> **Your task**
Every line of the records below that holds the word "const" belongs in the answer.

> **Collected data**
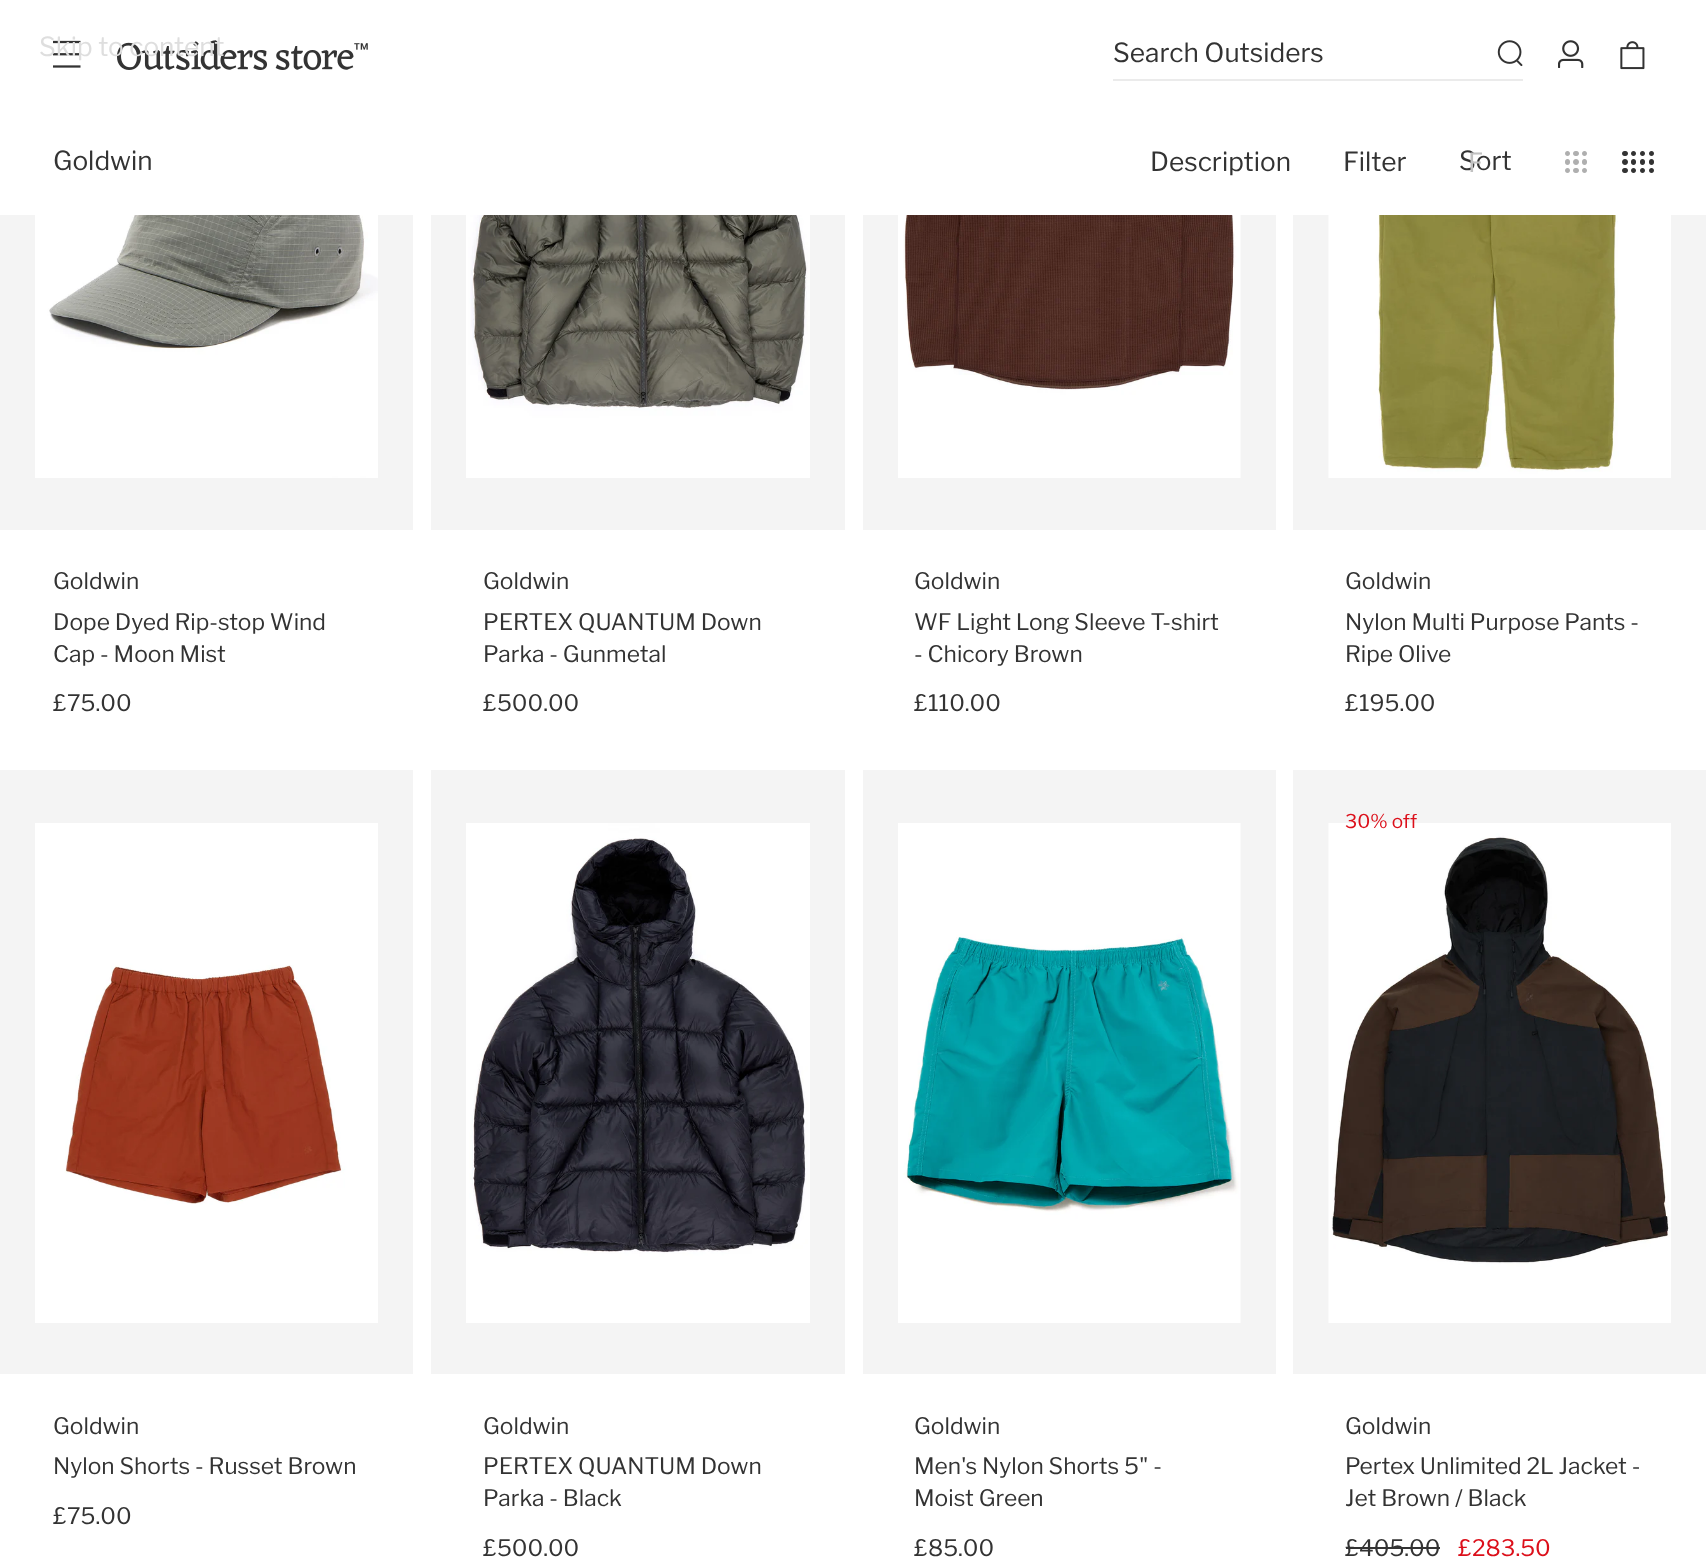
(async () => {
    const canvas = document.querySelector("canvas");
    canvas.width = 1706;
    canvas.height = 1564;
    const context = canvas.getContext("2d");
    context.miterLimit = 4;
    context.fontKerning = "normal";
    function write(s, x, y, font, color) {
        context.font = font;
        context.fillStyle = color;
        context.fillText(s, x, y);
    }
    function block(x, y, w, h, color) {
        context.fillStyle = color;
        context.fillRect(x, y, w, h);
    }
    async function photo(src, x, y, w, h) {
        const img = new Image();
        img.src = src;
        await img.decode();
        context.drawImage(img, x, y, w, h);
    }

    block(0, 0, 1706, 1564, "rgb(255, 255, 255)");
    await photo("media/1.png", 53, 40, 28, 28);
    await photo("media/2.png", 117, 40, 251, 30);
    write("Skip to content", 39, 56, "26.25px Libre Franklin", "rgb(222, 222, 222)");
    block(1113, 79, 410, 2, "rgb(235, 235, 235)");
    write("Search Outsiders", 1113, 62, "26.25px Libre Franklin", "rgb(51, 51, 51)");
    await photo("media/3.png", 1497, 40, 26, 27);
    await photo("media/4.png", 1558, 40, 26, 28);
    await photo("media/5.png", 1620, 41, 25, 29);
    write("Goldwin", 53, 170, "26.25px Libre Franklin", "rgb(51, 51, 51)");
    write("Description", 1150, 171, "26.25px Libre Franklin", "rgb(51, 51, 51)");
    write("Filter", 1343, 171, "26.25px Libre Franklin", "rgb(51, 51, 51)");
    write("Sort", 1459, 170, "26.25px Libre Franklin", "rgb(51, 51, 51)");
    context.save();
    context.beginPath();
    context.rect(1468, 145, 14, 35);
    context.clip();
    write("F", 1468, 172, "26.25px Libre Franklin", "rgb(193, 193, 193)");
    context.restore();
    await photo("media/6.png", 1565, 151, 22, 22);
    await photo("media/7.png", 1622, 151, 32, 22);
    block(0, 215, 413, 315, "rgb(244, 244, 244)");
    await photo("media/8.png", 35, 215, 343, 263);
    write("Goldwin", 53, 589, "22.75px Libre Franklin", "rgb(51, 51, 51)");
    write("Dope Dyed Rip-stop Wind", 53, 630, "22.75px Libre Franklin", "rgb(51, 51, 51)");
    write("Cap - Moon Mist", 53, 662, "22.75px Libre Franklin", "rgb(51, 51, 51)");
    write("£75.00", 53, 711, "22.75px Libre Franklin", "rgb(51, 51, 51)");
    block(431, 215, 414, 315, "rgb(244, 244, 244)");
    await photo("media/9.png", 466, 215, 344, 263);
    write("Goldwin", 483, 589, "22.75px Libre Franklin", "rgb(51, 51, 51)");
    write("PERTEX QUANTUM Down", 483, 630, "22.75px Libre Franklin", "rgb(51, 51, 51)");
    write("Parka - Gunmetal", 483, 662, "22.75px Libre Franklin", "rgb(51, 51, 51)");
    write("£500.00", 483, 711, "22.75px Libre Franklin", "rgb(51, 51, 51)");
    block(863, 215, 413, 315, "rgb(244, 244, 244)");
    await photo("media/10.png", 898, 215, 343, 263);
    write("Goldwin", 914, 589, "22.75px Libre Franklin", "rgb(51, 51, 51)");
    write("WF Light Long Sleeve T-shirt", 914, 630, "22.75px Libre Franklin", "rgb(51, 51, 51)");
    write("- Chicory Brown", 914, 662, "22.75px Libre Franklin", "rgb(51, 51, 51)");
    write("£110.00", 914, 711, "22.75px Libre Franklin", "rgb(51, 51, 51)");
    block(1293, 215, 413, 315, "rgb(244, 244, 244)");
    await photo("media/11.png", 1328, 215, 343, 263);
    write("Goldwin", 1345, 589, "22.75px Libre Franklin", "rgb(51, 51, 51)");
    write("Nylon Multi Purpose Pants -", 1345, 630, "22.75px Libre Franklin", "rgb(51, 51, 51)");
    write("Ripe Olive", 1345, 662, "22.75px Libre Franklin", "rgb(51, 51, 51)");
    write("£195.00", 1345, 711, "22.75px Libre Franklin", "rgb(51, 51, 51)");
    block(0, 770, 413, 604, "rgb(244, 244, 244)");
    await photo("media/12.png", 35, 823, 343, 500);
    write("Goldwin", 53, 1434, "22.75px Libre Franklin", "rgb(51, 51, 51)");
    write("Nylon Shorts - Russet Brown", 53, 1474, "22.75px Libre Franklin", "rgb(51, 51, 51)");
    write("£75.00", 53, 1524, "22.75px Libre Franklin", "rgb(51, 51, 51)");
    block(431, 770, 414, 604, "rgb(244, 244, 244)");
    await photo("media/13.png", 466, 823, 344, 500);
    write("Goldwin", 483, 1434, "22.75px Libre Franklin", "rgb(51, 51, 51)");
    write("PERTEX QUANTUM Down", 483, 1474, "22.75px Libre Franklin", "rgb(51, 51, 51)");
    write("Parka - Black", 483, 1506, "22.75px Libre Franklin", "rgb(51, 51, 51)");
    write("£500.00", 483, 1556, "22.75px Libre Franklin", "rgb(51, 51, 51)");
    block(863, 770, 413, 604, "rgb(244, 244, 244)");
    await photo("media/14.png", 898, 823, 343, 500);
    write("Goldwin", 914, 1434, "22.75px Libre Franklin", "rgb(51, 51, 51)");
    write("Men's Nylon Shorts 5\" -", 914, 1474, "22.75px Libre Franklin", "rgb(51, 51, 51)");
    write("Moist Green", 914, 1506, "22.75px Libre Franklin", "rgb(51, 51, 51)");
    write("£85.00", 914, 1556, "22.75px Libre Franklin", "rgb(51, 51, 51)");
    block(1293, 770, 413, 604, "rgb(244, 244, 244)");
    await photo("media/15.png", 1328, 823, 343, 500);
    write("30% off", 1345, 828, "19px Libre Franklin", "rgb(220, 15, 26)");
    write("Goldwin", 1345, 1434, "22.75px Libre Franklin", "rgb(51, 51, 51)");
    write("Pertex Unlimited 2L Jacket -", 1345, 1474, "22.75px Libre Franklin", "rgb(51, 51, 51)");
    write("Jet Brown / Black", 1345, 1506, "22.75px Libre Franklin", "rgb(51, 51, 51)");
    write("£405.00", 1345, 1556, "22.75px Libre Franklin", "rgb(51, 51, 51)");
    block(1346, 1547, 94, 2, "rgb(51, 51, 51)");
    write("£283.50", 1458, 1556, "22.75px Libre Franklin", "rgb(220, 15, 26)");
})();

> **Answer for the task**
    const canvas = document.querySelector("canvas");
    const context = canvas.getContext("2d");
        const img = new Image();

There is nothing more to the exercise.